WORK REQUIRED: What lines in the entries below contain the word "Летняя"? Copy all of them.

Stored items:
──────────────────────────────

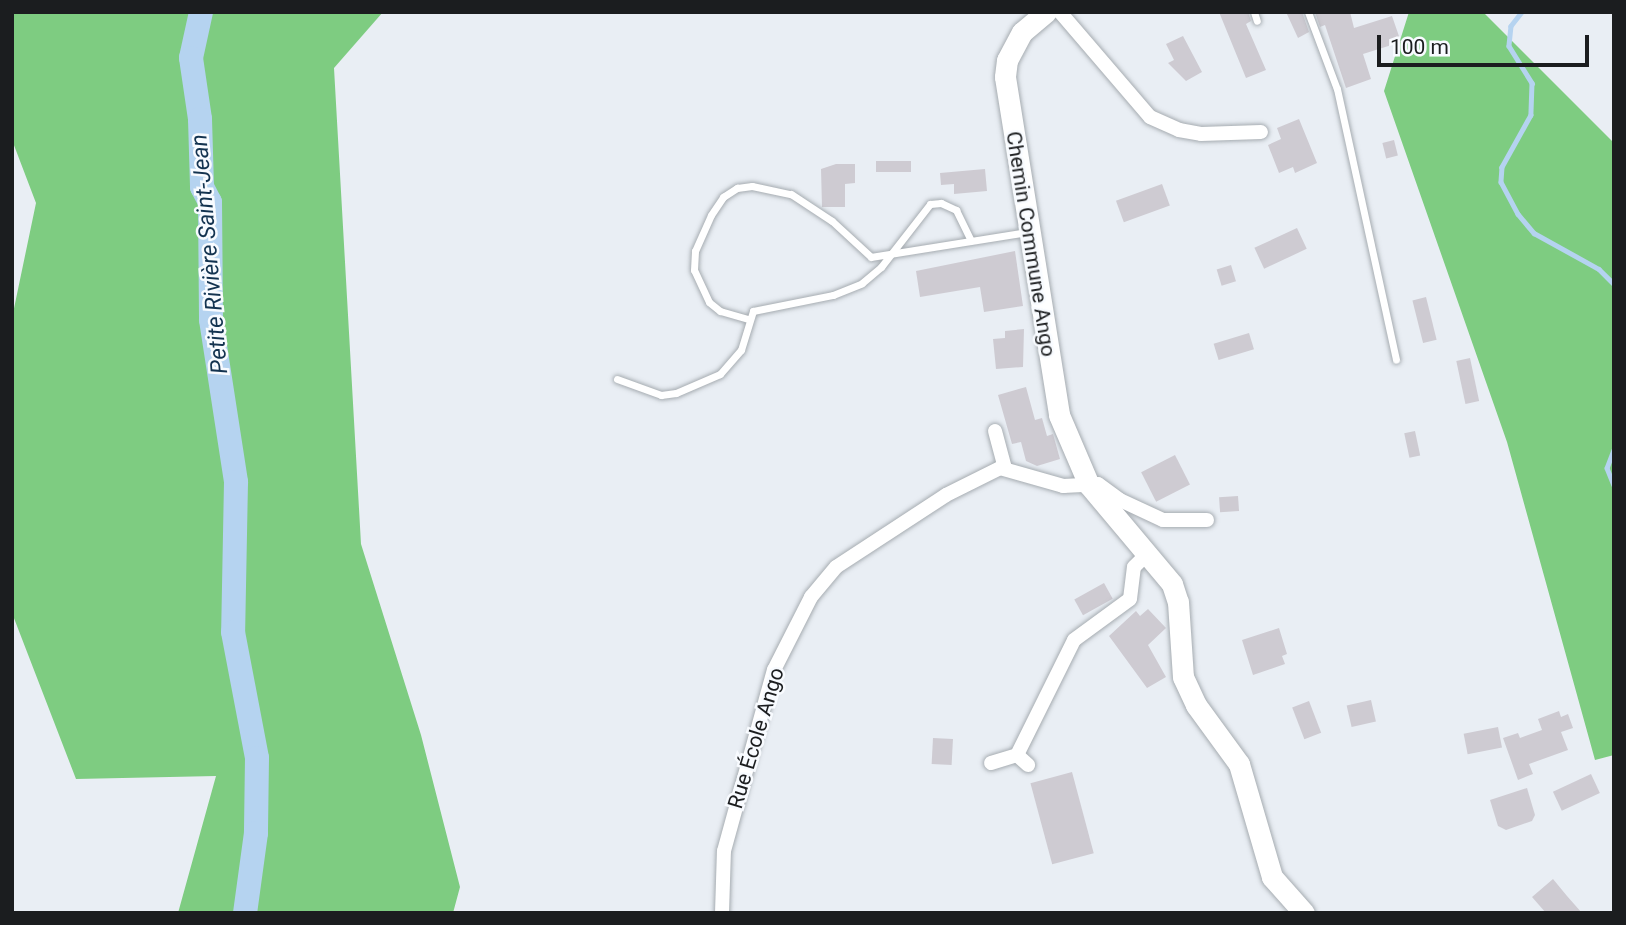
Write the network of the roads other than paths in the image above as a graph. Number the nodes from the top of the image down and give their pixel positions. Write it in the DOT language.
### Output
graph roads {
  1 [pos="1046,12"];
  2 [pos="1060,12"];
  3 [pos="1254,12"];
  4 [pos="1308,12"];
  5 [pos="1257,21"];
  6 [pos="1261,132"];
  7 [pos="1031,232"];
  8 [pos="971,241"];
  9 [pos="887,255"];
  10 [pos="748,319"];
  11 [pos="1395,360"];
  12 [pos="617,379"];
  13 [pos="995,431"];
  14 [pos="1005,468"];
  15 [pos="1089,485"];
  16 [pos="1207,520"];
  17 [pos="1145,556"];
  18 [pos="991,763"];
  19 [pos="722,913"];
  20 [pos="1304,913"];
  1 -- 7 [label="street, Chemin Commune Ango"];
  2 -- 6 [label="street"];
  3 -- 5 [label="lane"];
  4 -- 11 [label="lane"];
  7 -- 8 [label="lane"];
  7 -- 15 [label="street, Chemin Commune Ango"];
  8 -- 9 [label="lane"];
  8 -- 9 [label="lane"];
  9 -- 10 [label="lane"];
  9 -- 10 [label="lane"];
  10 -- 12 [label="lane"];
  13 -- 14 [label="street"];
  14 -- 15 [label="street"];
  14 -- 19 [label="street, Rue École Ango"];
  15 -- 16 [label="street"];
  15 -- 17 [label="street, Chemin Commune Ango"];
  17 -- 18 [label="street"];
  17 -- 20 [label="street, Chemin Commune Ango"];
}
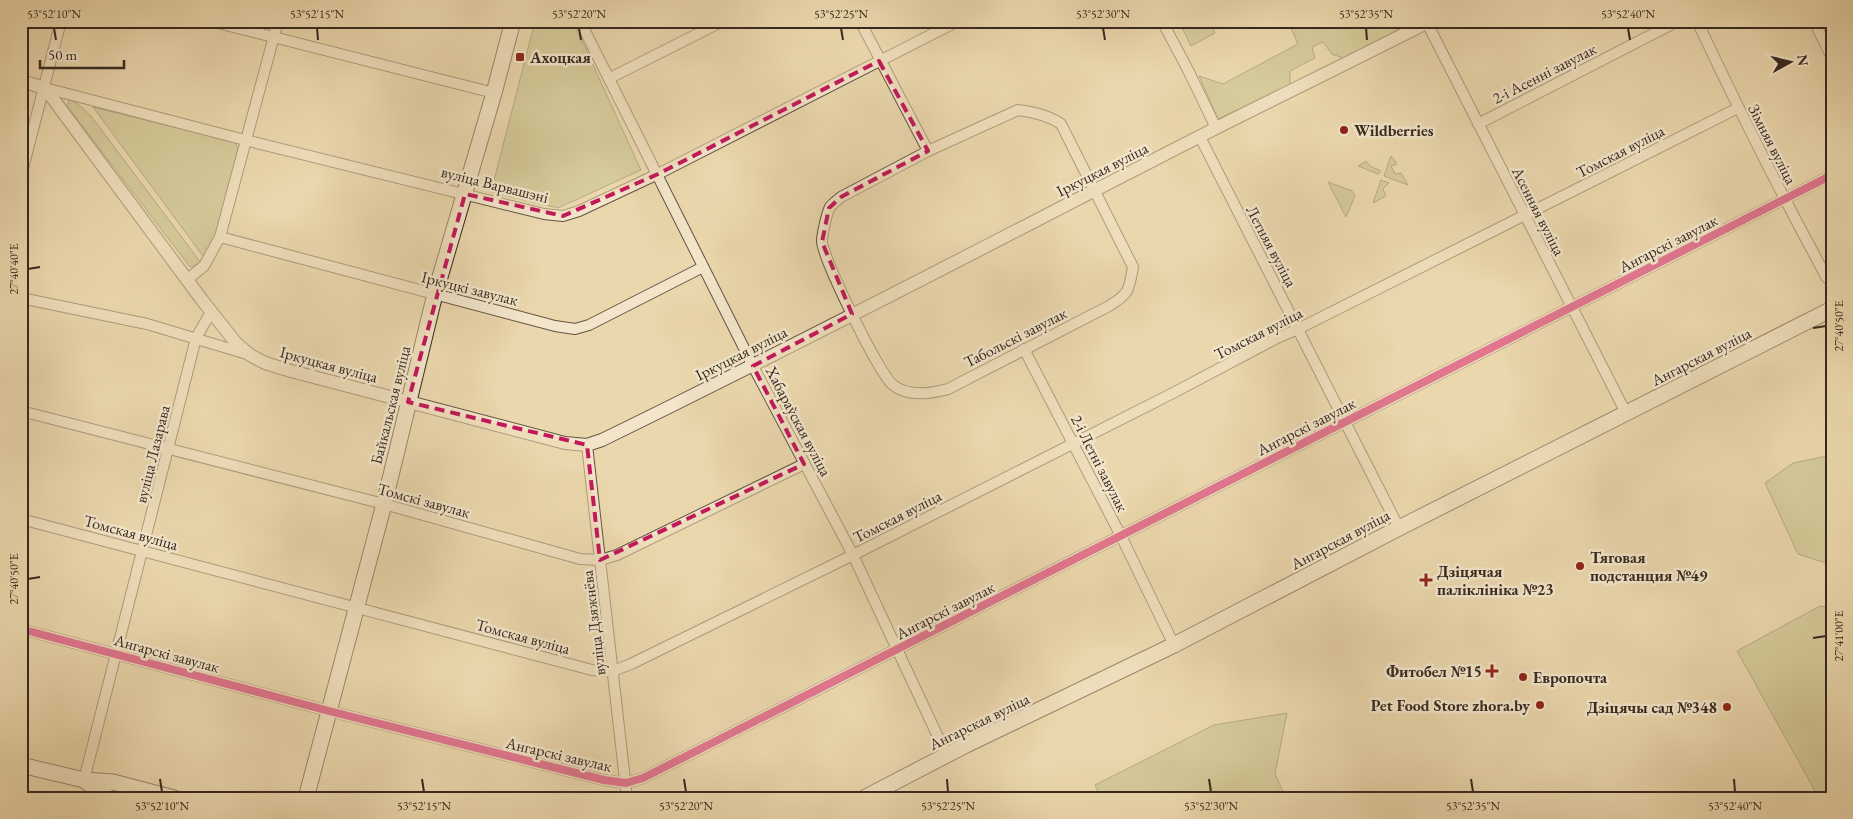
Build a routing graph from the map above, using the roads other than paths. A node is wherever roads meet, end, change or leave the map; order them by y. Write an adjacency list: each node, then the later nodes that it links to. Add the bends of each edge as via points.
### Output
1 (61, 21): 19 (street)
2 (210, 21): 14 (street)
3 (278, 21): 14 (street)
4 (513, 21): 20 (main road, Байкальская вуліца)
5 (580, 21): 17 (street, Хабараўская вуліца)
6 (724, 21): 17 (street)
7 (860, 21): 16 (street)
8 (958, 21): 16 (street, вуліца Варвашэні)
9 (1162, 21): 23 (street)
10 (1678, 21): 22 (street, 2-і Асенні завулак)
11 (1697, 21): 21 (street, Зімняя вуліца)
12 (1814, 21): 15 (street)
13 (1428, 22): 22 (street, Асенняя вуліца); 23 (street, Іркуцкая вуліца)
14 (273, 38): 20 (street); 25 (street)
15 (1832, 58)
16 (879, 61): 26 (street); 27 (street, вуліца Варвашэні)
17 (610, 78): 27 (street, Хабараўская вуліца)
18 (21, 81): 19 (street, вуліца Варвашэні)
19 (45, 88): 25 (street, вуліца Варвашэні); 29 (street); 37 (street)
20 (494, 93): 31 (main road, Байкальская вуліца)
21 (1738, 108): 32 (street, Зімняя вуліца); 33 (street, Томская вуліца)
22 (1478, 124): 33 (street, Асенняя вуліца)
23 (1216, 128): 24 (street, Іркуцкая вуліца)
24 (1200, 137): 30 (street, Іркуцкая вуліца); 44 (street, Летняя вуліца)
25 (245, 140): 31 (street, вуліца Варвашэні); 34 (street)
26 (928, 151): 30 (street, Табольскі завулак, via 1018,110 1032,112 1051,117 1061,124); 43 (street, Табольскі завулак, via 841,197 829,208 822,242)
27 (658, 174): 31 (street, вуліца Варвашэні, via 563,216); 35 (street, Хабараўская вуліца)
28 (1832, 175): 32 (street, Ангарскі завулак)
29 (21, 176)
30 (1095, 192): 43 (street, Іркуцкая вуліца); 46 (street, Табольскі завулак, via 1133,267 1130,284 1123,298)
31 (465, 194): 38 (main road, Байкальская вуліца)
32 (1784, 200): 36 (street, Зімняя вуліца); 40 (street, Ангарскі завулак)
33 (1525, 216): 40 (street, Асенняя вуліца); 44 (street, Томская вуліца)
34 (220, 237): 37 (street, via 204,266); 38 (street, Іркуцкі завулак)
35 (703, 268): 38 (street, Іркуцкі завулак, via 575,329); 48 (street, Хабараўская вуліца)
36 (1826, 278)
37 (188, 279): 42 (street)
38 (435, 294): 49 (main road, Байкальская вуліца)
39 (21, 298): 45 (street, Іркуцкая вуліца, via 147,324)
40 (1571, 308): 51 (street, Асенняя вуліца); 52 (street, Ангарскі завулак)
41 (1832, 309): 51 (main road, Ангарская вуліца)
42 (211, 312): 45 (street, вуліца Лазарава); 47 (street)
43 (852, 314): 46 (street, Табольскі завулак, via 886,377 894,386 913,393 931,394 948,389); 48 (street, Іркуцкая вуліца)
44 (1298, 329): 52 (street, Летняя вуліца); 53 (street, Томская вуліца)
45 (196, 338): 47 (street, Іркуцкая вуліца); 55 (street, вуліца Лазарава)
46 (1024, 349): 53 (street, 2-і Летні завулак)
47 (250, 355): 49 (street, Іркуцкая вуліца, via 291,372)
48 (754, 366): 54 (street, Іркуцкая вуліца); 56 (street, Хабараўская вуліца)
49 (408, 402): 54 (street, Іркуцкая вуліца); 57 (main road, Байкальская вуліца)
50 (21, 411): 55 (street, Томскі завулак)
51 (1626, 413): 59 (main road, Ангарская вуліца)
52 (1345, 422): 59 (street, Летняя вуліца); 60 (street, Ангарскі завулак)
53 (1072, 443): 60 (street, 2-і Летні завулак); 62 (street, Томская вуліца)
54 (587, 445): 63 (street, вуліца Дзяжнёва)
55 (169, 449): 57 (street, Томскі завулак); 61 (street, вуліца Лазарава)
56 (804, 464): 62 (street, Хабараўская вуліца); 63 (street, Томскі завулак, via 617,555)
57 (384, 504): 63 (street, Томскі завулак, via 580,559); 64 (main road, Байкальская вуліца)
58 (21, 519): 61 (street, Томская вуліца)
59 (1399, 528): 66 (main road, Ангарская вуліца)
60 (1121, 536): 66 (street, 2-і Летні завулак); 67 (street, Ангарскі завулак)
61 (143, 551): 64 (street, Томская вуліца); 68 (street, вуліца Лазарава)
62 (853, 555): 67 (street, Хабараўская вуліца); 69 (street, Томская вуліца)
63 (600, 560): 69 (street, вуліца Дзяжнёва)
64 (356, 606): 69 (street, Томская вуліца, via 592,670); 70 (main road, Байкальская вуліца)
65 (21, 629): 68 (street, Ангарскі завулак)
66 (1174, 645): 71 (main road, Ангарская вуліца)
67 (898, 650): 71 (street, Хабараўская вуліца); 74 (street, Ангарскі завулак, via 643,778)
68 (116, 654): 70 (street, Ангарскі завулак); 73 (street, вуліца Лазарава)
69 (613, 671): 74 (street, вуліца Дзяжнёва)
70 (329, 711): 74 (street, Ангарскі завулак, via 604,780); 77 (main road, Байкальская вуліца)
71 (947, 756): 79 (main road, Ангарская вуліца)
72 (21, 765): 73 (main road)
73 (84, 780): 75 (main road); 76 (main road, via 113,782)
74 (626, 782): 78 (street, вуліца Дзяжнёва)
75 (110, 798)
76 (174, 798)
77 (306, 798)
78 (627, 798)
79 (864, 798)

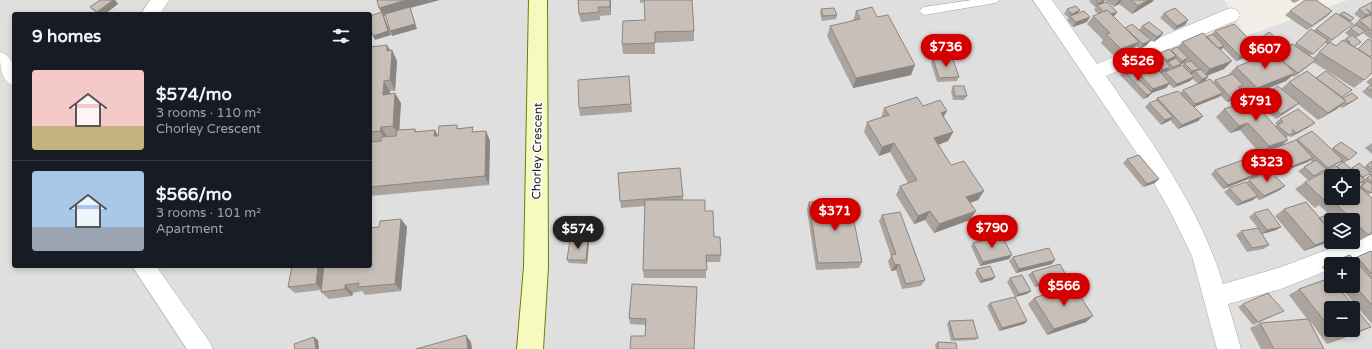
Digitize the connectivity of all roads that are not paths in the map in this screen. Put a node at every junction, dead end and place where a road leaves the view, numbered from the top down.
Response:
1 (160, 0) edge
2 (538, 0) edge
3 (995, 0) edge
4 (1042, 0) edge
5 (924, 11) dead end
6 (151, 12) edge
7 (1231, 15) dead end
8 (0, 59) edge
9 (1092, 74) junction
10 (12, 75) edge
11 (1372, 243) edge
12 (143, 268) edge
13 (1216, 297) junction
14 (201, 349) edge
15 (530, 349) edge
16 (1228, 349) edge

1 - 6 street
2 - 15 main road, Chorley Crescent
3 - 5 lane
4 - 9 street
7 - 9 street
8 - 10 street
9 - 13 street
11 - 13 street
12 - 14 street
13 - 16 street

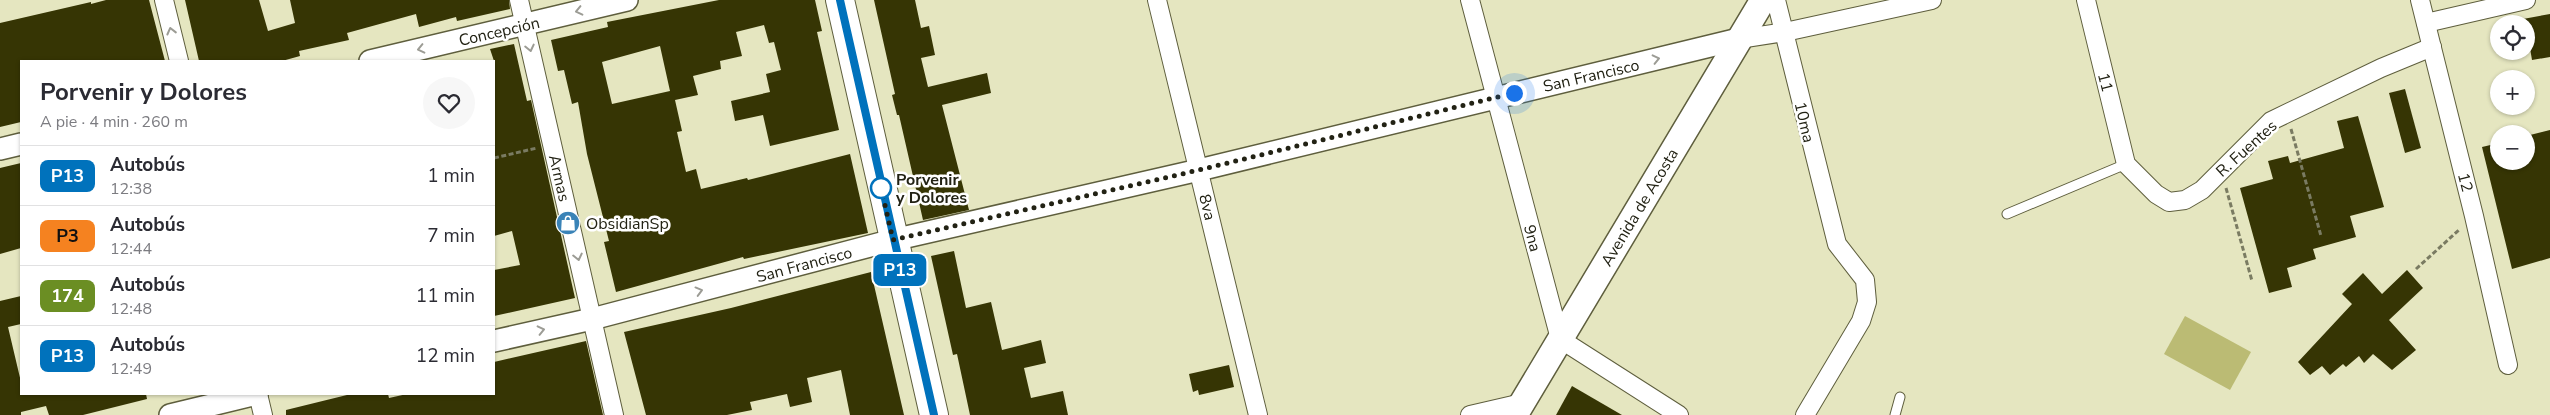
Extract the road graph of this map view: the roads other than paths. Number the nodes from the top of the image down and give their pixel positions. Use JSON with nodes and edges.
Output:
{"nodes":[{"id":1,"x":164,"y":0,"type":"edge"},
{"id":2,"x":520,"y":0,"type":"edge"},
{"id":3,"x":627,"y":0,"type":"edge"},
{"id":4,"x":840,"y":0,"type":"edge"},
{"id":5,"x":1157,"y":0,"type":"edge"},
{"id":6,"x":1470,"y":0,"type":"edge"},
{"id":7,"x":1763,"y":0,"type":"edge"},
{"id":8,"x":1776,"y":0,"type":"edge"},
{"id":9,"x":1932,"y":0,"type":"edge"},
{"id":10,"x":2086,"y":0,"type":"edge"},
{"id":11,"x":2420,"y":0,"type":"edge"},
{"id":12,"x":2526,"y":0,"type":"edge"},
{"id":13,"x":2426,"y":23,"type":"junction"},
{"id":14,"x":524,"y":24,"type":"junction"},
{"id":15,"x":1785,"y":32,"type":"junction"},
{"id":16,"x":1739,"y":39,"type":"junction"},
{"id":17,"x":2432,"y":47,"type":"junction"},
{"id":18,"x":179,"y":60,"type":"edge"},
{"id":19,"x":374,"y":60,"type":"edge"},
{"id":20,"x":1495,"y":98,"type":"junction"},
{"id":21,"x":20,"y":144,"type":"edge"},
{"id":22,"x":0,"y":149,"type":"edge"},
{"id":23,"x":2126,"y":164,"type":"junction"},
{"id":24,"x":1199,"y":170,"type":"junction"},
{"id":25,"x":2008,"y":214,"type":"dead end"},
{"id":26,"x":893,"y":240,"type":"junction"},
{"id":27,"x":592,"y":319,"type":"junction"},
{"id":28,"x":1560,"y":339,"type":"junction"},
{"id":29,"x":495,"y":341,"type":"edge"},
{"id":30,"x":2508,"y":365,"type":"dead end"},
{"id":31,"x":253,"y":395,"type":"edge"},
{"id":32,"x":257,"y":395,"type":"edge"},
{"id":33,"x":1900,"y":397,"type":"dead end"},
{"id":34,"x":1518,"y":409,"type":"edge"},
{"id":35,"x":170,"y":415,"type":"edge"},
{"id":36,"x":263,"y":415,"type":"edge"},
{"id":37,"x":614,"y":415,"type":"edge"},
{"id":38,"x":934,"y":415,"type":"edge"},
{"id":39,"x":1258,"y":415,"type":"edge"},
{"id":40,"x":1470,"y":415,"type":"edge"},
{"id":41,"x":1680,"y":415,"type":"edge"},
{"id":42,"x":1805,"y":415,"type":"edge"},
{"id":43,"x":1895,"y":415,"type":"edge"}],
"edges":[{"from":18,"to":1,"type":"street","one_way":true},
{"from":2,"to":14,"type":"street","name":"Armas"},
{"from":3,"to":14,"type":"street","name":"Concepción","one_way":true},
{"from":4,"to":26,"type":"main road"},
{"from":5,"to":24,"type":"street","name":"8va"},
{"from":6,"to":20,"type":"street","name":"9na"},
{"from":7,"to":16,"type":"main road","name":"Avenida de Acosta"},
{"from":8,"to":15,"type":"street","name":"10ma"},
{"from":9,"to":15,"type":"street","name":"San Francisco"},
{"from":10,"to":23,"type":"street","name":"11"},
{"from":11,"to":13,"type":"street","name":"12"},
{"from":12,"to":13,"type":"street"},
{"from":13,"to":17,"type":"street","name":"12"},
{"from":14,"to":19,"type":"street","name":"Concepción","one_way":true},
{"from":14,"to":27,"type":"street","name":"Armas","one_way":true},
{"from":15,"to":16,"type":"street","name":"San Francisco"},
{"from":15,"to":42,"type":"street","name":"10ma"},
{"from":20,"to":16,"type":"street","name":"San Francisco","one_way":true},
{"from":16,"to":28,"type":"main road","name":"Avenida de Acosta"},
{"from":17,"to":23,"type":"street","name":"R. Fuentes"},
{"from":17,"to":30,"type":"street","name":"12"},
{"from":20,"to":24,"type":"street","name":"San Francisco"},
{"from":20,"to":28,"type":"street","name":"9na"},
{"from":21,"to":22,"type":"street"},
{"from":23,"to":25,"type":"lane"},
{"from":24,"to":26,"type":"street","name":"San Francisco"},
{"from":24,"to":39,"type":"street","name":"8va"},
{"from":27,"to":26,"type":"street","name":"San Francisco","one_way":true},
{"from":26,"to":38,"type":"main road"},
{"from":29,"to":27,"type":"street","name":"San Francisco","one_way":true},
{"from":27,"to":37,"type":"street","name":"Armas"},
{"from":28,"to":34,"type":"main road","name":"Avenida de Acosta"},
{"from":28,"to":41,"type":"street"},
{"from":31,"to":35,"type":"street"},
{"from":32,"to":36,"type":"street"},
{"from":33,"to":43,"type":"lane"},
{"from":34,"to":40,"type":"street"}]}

──────────────────────────────

OUTPUT OF THE EXERCISE:
24 (1200, 137): 30 (street, Іркуцкая вуліца); 44 (street, Летняя вуліца)
44 (1298, 329): 52 (street, Летняя вуліца); 53 (street, Томская вуліца)
52 (1345, 422): 59 (street, Летняя вуліца); 60 (street, Ангарскі завулак)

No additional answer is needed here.